We are entering the era of national genomics. Last week, Nature Genetics published "the Dutch genome" ("a panel of 998 unique haplotypes" from 250 parent-offspring families). This was done by The Genome of the Netherlands Consortium (aka GoNL) What I especially like about this study is that they took care to determine individual haplotypes. They did this by sequencing families and phasing by transmission. This method allowed the discovery of many new variants with high confidence. Apparently, having phase information is especially useful in describing novel short indels (panel at right - which is Fig. 1B from the paper). Virtually all of the variants that they discovered involving insertions of 30-100 nucleotides were novel, implying that all previous methods had missed them. Furthermore, because rare variants are especially likely to impact health, and impution from population data is especially tricky for rare variants, having phase information is invaluable for the interpretation of personal genomes.

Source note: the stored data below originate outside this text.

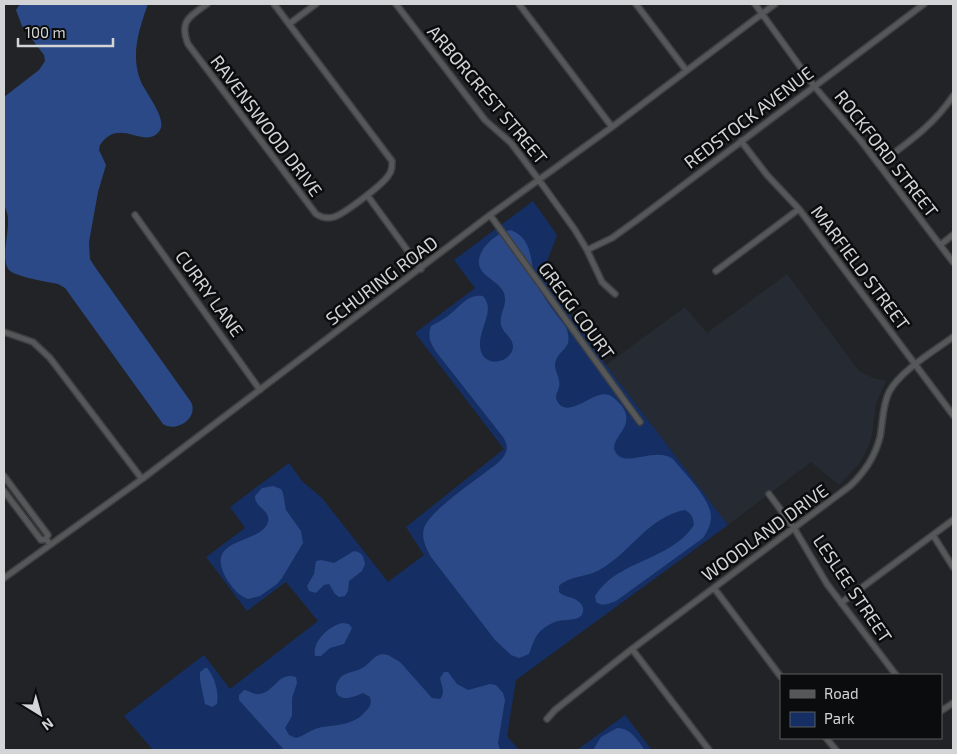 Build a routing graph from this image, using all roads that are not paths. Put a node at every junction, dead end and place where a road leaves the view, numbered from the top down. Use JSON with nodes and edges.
{"nodes":[{"id":1,"x":206,"y":4,"type":"edge"},
{"id":2,"x":274,"y":4,"type":"edge"},
{"id":3,"x":316,"y":4,"type":"edge"},
{"id":4,"x":396,"y":4,"type":"edge"},
{"id":5,"x":518,"y":4,"type":"edge"},
{"id":6,"x":636,"y":4,"type":"edge"},
{"id":7,"x":755,"y":4,"type":"edge"},
{"id":8,"x":775,"y":4,"type":"edge"},
{"id":9,"x":924,"y":4,"type":"edge"},
{"id":10,"x":762,"y":14,"type":"junction"},
{"id":11,"x":289,"y":24,"type":"junction"},
{"id":12,"x":686,"y":70,"type":"junction"},
{"id":13,"x":814,"y":86,"type":"junction"},
{"id":14,"x":953,"y":96,"type":"edge"},
{"id":15,"x":612,"y":127,"type":"junction"},
{"id":16,"x":741,"y":141,"type":"junction"},
{"id":17,"x":879,"y":164,"type":"junction"},
{"id":18,"x":539,"y":180,"type":"junction"},
{"id":19,"x":367,"y":195,"type":"junction"},
{"id":20,"x":800,"y":209,"type":"junction"},
{"id":21,"x":135,"y":215,"type":"dead end"},
{"id":22,"x":490,"y":215,"type":"junction"},
{"id":23,"x":953,"y":235,"type":"edge"},
{"id":24,"x":940,"y":245,"type":"junction"},
{"id":25,"x":587,"y":250,"type":"junction"},
{"id":26,"x":953,"y":262,"type":"edge"},
{"id":27,"x":420,"y":269,"type":"junction"},
{"id":28,"x":716,"y":271,"type":"dead end"},
{"id":29,"x":615,"y":294,"type":"dead end"},
{"id":30,"x":4,"y":332,"type":"edge"},
{"id":31,"x":953,"y":337,"type":"edge"},
{"id":32,"x":916,"y":365,"type":"junction"},
{"id":33,"x":260,"y":390,"type":"junction"},
{"id":34,"x":953,"y":415,"type":"edge"},
{"id":35,"x":640,"y":422,"type":"dead end"},
{"id":36,"x":4,"y":476,"type":"edge"},
{"id":37,"x":142,"y":480,"type":"junction"},
{"id":38,"x":4,"y":491,"type":"edge"},
{"id":39,"x":769,"y":494,"type":"dead end"},
{"id":40,"x":953,"y":520,"type":"edge"},
{"id":41,"x":794,"y":528,"type":"junction"},
{"id":42,"x":933,"y":535,"type":"junction"},
{"id":43,"x":48,"y":542,"type":"junction"},
{"id":44,"x":953,"y":567,"type":"edge"},
{"id":45,"x":4,"y":578,"type":"edge"},
{"id":46,"x":714,"y":588,"type":"junction"},
{"id":47,"x":841,"y":603,"type":"junction"},
{"id":48,"x":632,"y":649,"type":"junction"},
{"id":49,"x":895,"y":674,"type":"edge"},
{"id":50,"x":780,"y":676,"type":"edge"},
{"id":51,"x":953,"y":702,"type":"edge"},
{"id":52,"x":942,"y":710,"type":"edge"},
{"id":53,"x":547,"y":719,"type":"dead end"},
{"id":54,"x":827,"y":739,"type":"edge"},
{"id":55,"x":709,"y":750,"type":"edge"},
{"id":56,"x":836,"y":750,"type":"edge"}],
"edges":[{"from":1,"to":19,"type":"street","name":"RAVENSWOOD DRIVE"},
{"from":2,"to":11,"type":"street","name":"RAVENSWOOD DRIVE"},
{"from":3,"to":11,"type":"street"},
{"from":4,"to":18,"type":"street","name":"ARBORCREST STREET"},
{"from":5,"to":15,"type":"street"},
{"from":6,"to":12,"type":"street"},
{"from":7,"to":10,"type":"street","name":"ROCKFORD STREET"},
{"from":8,"to":10,"type":"street","name":"SCHURING ROAD"},
{"from":9,"to":13,"type":"street","name":"REDSTOCK AVENUE"},
{"from":10,"to":12,"type":"street","name":"SCHURING ROAD"},
{"from":10,"to":13,"type":"street","name":"ROCKFORD STREET"},
{"from":11,"to":19,"type":"street","name":"RAVENSWOOD DRIVE"},
{"from":12,"to":15,"type":"street","name":"SCHURING ROAD"},
{"from":13,"to":16,"type":"street","name":"REDSTOCK AVENUE"},
{"from":13,"to":17,"type":"street","name":"ROCKFORD STREET"},
{"from":14,"to":17,"type":"street"},
{"from":15,"to":18,"type":"street","name":"SCHURING ROAD"},
{"from":16,"to":20,"type":"street","name":"MARFIELD STREET"},
{"from":16,"to":25,"type":"street","name":"REDSTOCK AVENUE"},
{"from":17,"to":24,"type":"street","name":"ROCKFORD STREET"},
{"from":18,"to":22,"type":"street","name":"SCHURING ROAD"},
{"from":18,"to":25,"type":"street","name":"ARBORCREST STREET"},
{"from":19,"to":27,"type":"street"},
{"from":20,"to":28,"type":"street"},
{"from":20,"to":32,"type":"street","name":"MARFIELD STREET"},
{"from":21,"to":33,"type":"street","name":"CURRY LANE"},
{"from":22,"to":27,"type":"street","name":"SCHURING ROAD"},
{"from":22,"to":35,"type":"street","name":"GREGG COURT"},
{"from":23,"to":24,"type":"street"},
{"from":24,"to":26,"type":"street","name":"ROCKFORD STREET"},
{"from":25,"to":29,"type":"street","name":"ARBORCREST STREET"},
{"from":27,"to":33,"type":"street","name":"SCHURING ROAD"},
{"from":30,"to":37,"type":"street"},
{"from":31,"to":32,"type":"street","name":"WOODLAND DRIVE"},
{"from":32,"to":34,"type":"street","name":"MARFIELD STREET"},
{"from":32,"to":41,"type":"street","name":"WOODLAND DRIVE"},
{"from":33,"to":37,"type":"street","name":"SCHURING ROAD"},
{"from":36,"to":43,"type":"street"},
{"from":37,"to":43,"type":"street","name":"SCHURING ROAD"},
{"from":38,"to":43,"type":"street"},
{"from":39,"to":41,"type":"street","name":"LESLEE STREET"},
{"from":40,"to":42,"type":"street"},
{"from":41,"to":46,"type":"street","name":"WOODLAND DRIVE"},
{"from":41,"to":47,"type":"street","name":"LESLEE STREET"},
{"from":42,"to":44,"type":"street"},
{"from":42,"to":47,"type":"street"},
{"from":43,"to":45,"type":"street","name":"SCHURING ROAD"},
{"from":46,"to":48,"type":"street","name":"WOODLAND DRIVE"},
{"from":46,"to":50,"type":"street"},
{"from":47,"to":49,"type":"street","name":"LESLEE STREET"},
{"from":48,"to":53,"type":"street","name":"WOODLAND DRIVE"},
{"from":48,"to":55,"type":"street"},
{"from":51,"to":52,"type":"street"},
{"from":54,"to":56,"type":"street"}]} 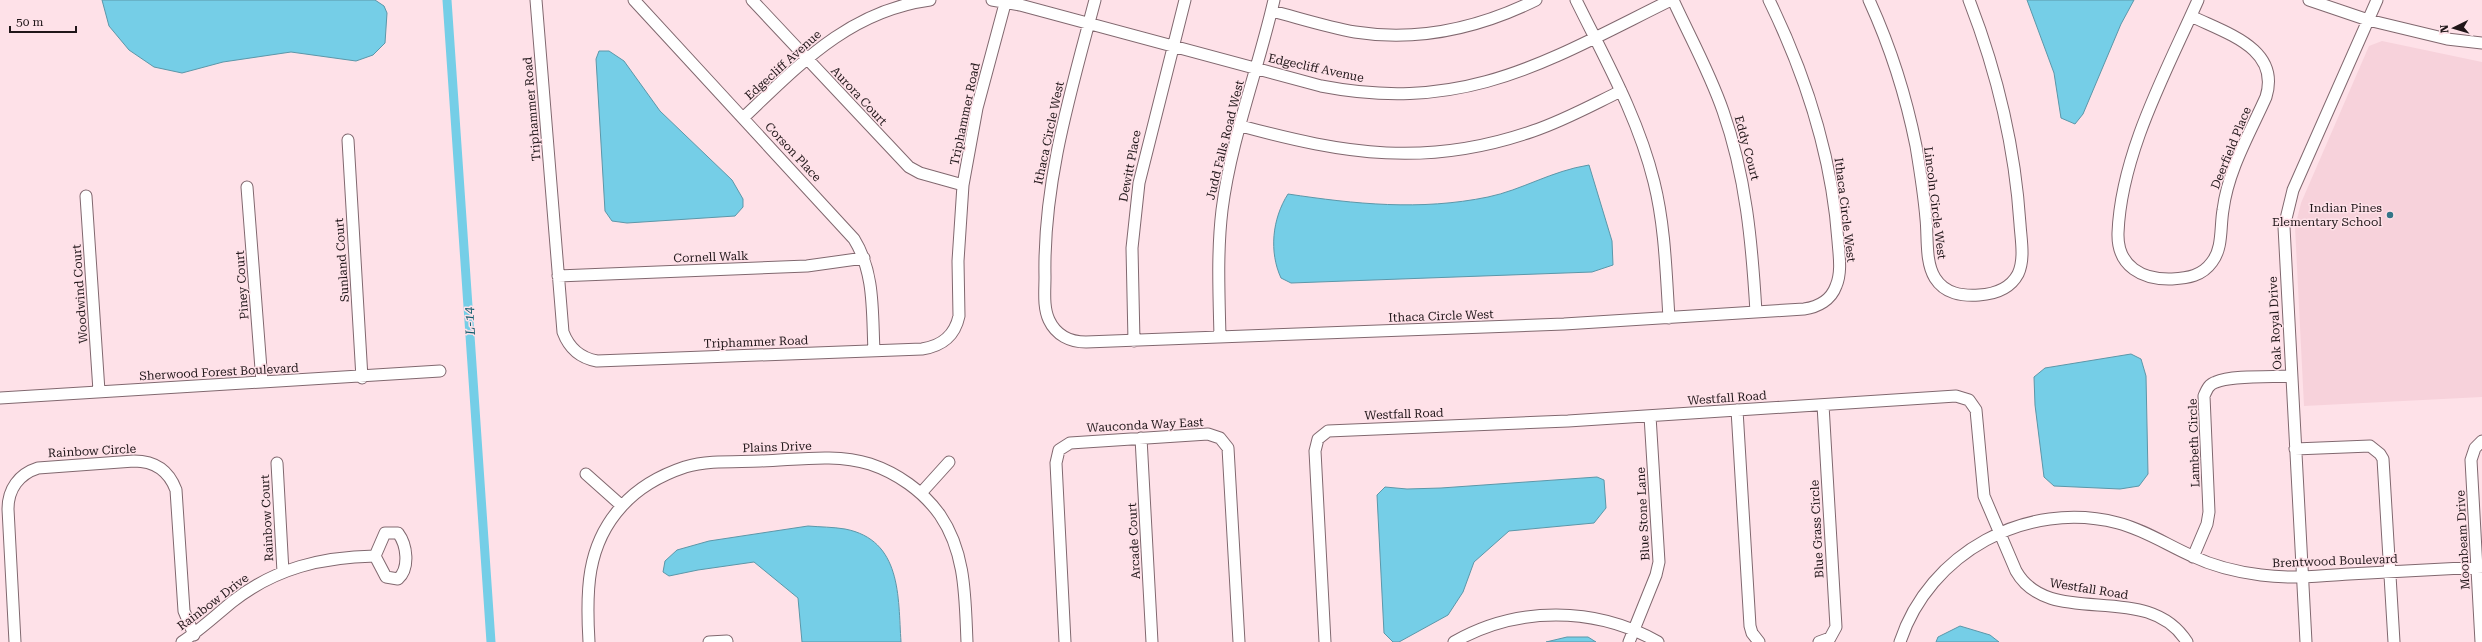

Knowing the phase allowed GoNL to make some surprising observations. Perhaps the most significant is that many alleles in genes for monogenic disease that have been described as deleterious in the Human Gene Mutation Database are apparently benign. This result poses a puzzle. Were these false positives? (Perhaps an undiscovered mutation in the same gene is responsible for the phenotype in the original report). Is this genetic epistasis? Is there a previously undescribed environmental component to these diseases?
However the puzzle gets resolved, the implications for public health genomics are enormous, and we never would have known without phasing by transmission.